We're recently ran into some problems which might be related to VBOs.
Most of our geometry is allocated with GL_STATIC_DRAW_ARB. Afaik our own malloced geometry data can be freed afterwards, so obviously the driver stores a copy of the data.
I wonder if the data is the paged by the driver to/from video/agp mem into normal mem or does it always reside in video/agp mem. Say, we have 256 MB gfx mem, and 150 MB vbo data, and 40 MB textures.

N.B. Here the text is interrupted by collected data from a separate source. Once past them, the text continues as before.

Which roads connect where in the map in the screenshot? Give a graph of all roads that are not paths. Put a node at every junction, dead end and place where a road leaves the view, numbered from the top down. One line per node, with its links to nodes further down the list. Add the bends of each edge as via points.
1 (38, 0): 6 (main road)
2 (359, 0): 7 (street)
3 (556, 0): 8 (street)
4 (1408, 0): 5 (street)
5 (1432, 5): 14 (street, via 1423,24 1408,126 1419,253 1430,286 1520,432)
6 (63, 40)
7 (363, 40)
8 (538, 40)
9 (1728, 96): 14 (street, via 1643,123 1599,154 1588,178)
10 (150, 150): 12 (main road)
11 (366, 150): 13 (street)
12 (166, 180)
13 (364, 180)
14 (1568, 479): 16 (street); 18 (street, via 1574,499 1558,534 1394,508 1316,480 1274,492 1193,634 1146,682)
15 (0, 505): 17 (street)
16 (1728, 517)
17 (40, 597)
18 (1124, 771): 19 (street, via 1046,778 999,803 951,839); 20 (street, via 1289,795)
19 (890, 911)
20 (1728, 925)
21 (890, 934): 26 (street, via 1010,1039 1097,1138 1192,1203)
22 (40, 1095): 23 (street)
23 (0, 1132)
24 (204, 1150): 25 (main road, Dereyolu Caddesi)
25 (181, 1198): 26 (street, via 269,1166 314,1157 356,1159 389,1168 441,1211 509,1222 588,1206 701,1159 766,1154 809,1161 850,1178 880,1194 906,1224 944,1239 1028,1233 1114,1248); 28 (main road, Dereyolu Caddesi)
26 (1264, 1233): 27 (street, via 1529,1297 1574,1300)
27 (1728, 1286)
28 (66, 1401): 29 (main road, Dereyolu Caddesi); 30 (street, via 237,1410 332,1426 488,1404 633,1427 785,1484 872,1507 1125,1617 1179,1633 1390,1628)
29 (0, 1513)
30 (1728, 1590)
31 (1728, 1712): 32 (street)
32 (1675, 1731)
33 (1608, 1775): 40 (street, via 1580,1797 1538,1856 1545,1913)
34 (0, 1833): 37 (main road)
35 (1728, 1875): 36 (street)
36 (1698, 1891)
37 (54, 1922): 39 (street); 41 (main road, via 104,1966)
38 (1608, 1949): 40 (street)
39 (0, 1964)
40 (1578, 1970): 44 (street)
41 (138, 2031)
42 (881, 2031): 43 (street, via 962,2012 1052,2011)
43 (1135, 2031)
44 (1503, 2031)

Are both textures and vbo data cached the same way or is vbo data prioritized?
Somehow our program gets slower and slower with the amount of vbo data allocated?
Maybe someone can give us some hints?

Thanks in advance!

Gordon

Relic
07-09-2004, 04:04 AM
If the data doesn't fit into memory which gives fast access (AGP, video) your behaviour sounds as if buffers are either paged or simply not moved and the additional ones are in slower host memory.
Check your system BIOS for the AGP aperture size, increase it if you think you have enough system RAM.
Try if reducing the screen resolution frees up more video memory space.
Do you really need 150MB at once? Could you STREAM_DRAW it instead.

GordonShumway
07-11-2004, 05:23 AM
Thanks Relic.
I am going to further investigate this. AGP Aperture is at 256 MB. And no, the 150 MB are not needed at the same time. I am just curious where the driver stores the data, if texture data and vertex data do share the same memory and if so, if texture or vertex data have priority.

idr
07-15-2004, 09:18 AM
The intention is that VBOs are treated like textures. The driver is supposed to optimize which parts of which buffers in are in graphics memory at once. Some drivers are better at that than others. My gut feeling is that the driver may be choking on a single 150MB VBO. What might be happening is that, as available on-card space becomes limited, the driver is forced to move the entire buffer on and off the card. That flushing sound is your performance going down the toilet.

You might try breaking the large VBO into several smaller VBOs (if possible) and see what sort of difference that makes.